:: Your goal ::
Copy, from the material below, every line in which the word "roads" can be found.

:: Entries supplied ::
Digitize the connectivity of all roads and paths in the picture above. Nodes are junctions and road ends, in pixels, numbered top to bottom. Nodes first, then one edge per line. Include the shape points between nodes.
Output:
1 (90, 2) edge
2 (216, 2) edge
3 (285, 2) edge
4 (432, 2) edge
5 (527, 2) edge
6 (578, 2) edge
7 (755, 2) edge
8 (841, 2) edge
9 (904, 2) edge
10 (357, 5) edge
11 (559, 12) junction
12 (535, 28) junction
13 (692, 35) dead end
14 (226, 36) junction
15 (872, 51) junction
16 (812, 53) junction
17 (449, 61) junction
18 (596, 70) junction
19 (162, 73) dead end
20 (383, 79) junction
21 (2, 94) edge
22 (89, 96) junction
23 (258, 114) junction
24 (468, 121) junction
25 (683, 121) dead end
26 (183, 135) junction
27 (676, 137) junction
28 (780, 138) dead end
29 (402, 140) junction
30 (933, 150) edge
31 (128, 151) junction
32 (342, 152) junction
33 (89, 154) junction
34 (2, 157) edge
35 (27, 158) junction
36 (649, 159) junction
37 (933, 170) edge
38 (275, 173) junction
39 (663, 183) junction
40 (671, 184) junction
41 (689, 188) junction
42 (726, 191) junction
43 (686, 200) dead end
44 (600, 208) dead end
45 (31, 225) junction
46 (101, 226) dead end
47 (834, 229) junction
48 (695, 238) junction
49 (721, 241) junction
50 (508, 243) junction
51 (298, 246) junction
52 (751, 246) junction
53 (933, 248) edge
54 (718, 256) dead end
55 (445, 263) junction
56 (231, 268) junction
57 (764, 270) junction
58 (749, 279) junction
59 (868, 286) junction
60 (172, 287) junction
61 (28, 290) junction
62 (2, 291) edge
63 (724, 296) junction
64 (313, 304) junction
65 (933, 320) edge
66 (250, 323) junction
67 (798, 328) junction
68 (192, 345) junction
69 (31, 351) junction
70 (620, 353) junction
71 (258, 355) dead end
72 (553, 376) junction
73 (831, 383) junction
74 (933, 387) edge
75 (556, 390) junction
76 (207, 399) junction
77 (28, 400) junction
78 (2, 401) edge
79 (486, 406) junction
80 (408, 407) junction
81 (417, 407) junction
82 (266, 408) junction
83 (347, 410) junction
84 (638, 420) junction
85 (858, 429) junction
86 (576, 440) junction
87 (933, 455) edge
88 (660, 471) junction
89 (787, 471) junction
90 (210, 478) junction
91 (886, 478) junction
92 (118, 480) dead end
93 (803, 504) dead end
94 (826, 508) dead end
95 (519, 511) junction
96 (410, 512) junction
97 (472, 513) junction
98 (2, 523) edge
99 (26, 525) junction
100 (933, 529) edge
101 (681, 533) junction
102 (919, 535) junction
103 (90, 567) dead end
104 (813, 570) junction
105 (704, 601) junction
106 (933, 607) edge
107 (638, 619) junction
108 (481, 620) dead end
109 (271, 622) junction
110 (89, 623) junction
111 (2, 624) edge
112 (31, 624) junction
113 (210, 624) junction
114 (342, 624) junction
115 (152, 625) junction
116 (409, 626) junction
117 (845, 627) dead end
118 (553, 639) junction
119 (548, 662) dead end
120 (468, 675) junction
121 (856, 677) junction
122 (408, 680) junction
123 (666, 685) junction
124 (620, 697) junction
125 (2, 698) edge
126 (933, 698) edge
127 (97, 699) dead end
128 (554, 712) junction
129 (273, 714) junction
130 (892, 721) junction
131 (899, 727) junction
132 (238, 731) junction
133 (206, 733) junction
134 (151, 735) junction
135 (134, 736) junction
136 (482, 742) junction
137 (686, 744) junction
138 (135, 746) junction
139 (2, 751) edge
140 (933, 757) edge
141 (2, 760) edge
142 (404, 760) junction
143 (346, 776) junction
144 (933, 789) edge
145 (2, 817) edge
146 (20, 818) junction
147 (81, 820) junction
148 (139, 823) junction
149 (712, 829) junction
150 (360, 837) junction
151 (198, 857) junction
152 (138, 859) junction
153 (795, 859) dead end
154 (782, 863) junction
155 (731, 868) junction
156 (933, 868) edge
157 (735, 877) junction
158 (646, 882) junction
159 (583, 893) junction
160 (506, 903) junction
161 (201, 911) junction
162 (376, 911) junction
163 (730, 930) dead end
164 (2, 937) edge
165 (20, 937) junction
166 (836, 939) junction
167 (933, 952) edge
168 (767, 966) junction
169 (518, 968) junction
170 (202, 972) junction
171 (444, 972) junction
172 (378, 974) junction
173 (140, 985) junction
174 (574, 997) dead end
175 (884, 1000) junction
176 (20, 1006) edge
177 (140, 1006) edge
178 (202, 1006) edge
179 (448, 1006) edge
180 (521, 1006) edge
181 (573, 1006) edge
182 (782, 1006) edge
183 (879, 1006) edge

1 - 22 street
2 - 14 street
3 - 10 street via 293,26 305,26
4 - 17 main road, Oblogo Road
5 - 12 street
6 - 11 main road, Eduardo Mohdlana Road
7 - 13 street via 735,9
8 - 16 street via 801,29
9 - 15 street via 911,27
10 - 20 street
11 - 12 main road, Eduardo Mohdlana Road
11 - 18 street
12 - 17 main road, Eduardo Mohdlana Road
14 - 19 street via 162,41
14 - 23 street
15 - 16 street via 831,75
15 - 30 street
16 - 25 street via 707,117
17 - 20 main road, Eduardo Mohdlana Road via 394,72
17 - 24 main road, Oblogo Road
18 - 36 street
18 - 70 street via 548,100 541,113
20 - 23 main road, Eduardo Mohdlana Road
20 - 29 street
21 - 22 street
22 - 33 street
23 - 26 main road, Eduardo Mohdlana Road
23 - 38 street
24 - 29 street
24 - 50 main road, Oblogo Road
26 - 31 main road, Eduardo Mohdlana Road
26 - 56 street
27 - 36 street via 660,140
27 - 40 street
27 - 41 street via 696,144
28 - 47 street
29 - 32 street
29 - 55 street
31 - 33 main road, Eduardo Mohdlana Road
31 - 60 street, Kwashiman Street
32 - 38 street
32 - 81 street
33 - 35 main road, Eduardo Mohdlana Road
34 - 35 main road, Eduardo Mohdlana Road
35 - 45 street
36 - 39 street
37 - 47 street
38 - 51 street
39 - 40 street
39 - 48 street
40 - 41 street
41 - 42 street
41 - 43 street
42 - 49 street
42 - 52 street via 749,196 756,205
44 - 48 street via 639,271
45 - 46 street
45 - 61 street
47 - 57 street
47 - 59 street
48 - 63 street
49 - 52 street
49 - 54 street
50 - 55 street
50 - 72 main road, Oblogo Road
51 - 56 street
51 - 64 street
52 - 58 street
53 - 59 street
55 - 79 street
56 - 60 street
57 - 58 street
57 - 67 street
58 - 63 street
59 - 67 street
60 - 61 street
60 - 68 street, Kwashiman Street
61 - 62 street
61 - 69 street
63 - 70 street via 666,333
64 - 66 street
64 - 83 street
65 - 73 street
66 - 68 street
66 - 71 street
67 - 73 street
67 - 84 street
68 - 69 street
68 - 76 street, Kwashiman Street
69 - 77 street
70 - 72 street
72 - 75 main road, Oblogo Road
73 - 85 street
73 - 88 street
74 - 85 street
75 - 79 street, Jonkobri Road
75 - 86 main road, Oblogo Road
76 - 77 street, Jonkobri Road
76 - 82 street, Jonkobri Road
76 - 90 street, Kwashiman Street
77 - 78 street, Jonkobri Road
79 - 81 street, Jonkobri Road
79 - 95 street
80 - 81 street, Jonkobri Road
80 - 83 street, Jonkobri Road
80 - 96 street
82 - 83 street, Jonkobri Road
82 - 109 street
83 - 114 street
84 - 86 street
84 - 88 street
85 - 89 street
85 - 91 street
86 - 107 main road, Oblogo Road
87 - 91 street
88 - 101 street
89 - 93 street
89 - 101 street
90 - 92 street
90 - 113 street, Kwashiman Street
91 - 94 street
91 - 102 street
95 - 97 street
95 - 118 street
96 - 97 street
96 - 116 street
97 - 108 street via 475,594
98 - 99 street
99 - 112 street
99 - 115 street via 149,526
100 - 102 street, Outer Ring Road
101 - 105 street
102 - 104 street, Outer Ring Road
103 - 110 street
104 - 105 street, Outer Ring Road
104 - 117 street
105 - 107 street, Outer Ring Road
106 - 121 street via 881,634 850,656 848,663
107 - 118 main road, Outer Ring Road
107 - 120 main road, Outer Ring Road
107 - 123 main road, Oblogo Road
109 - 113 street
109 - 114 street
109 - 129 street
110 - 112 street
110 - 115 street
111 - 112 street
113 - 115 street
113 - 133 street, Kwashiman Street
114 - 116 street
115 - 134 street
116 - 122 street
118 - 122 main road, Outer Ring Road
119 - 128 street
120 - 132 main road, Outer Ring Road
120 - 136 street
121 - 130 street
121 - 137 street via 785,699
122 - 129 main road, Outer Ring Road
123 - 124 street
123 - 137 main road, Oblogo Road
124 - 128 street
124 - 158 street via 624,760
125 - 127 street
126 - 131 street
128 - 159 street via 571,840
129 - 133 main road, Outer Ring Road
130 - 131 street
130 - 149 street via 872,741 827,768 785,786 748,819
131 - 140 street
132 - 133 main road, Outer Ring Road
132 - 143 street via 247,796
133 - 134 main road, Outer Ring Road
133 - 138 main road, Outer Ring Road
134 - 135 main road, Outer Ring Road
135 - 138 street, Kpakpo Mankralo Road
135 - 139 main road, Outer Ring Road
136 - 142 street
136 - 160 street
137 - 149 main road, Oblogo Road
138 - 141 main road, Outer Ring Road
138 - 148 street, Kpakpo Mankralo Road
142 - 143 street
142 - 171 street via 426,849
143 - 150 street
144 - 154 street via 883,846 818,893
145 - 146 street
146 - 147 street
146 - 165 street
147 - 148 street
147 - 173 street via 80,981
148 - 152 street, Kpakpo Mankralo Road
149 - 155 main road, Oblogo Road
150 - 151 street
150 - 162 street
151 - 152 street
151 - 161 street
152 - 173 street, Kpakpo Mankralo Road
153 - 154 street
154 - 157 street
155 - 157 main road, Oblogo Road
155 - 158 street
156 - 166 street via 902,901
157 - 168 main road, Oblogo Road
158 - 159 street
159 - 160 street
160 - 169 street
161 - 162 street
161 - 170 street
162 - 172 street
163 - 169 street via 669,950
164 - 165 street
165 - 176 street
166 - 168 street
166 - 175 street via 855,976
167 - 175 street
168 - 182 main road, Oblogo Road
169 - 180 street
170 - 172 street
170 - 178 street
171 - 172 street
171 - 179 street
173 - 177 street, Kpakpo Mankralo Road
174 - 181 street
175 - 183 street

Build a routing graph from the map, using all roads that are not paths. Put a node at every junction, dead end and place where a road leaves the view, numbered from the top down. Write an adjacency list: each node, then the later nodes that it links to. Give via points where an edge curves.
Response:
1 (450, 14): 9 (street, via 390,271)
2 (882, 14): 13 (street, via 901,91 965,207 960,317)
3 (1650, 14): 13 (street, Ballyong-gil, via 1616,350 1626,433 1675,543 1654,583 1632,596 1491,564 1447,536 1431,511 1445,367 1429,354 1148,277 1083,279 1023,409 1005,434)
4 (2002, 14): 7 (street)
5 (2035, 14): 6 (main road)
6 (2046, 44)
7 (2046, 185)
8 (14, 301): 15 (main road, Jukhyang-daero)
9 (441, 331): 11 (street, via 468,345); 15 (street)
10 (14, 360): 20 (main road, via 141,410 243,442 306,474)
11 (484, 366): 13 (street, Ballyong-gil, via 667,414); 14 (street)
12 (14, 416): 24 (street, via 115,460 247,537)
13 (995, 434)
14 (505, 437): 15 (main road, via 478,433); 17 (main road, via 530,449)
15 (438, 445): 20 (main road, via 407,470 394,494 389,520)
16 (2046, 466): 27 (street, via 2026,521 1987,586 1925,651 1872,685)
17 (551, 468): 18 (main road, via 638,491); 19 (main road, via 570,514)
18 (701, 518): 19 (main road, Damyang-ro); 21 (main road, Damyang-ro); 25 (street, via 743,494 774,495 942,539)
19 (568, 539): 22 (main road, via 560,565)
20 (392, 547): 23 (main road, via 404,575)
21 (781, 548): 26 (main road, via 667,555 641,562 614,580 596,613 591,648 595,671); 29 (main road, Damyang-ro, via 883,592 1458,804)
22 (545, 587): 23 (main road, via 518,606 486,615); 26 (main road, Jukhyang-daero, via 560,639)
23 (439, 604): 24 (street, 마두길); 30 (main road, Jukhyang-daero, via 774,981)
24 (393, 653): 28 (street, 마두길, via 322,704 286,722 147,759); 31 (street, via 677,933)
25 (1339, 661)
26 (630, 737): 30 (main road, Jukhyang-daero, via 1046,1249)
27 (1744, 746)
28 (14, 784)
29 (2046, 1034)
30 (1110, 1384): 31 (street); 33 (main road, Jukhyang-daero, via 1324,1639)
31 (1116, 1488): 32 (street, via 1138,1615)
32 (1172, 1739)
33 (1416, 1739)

:: Exercise response ::
Digitize the connectivity of all roads and paths in the picture above. Nodes are junctions and road ends, in pixels, numbered top to bottom. Nodes first, then one edge per line. Include the shape points between nodes.
Build a routing graph from the map, using all roads that are not paths. Put a node at every junction, dead end and place where a road leaves the view, numbered from the top down. Write an adjacency list: each node, then the later nodes that it links to. Give via points where an edge curves.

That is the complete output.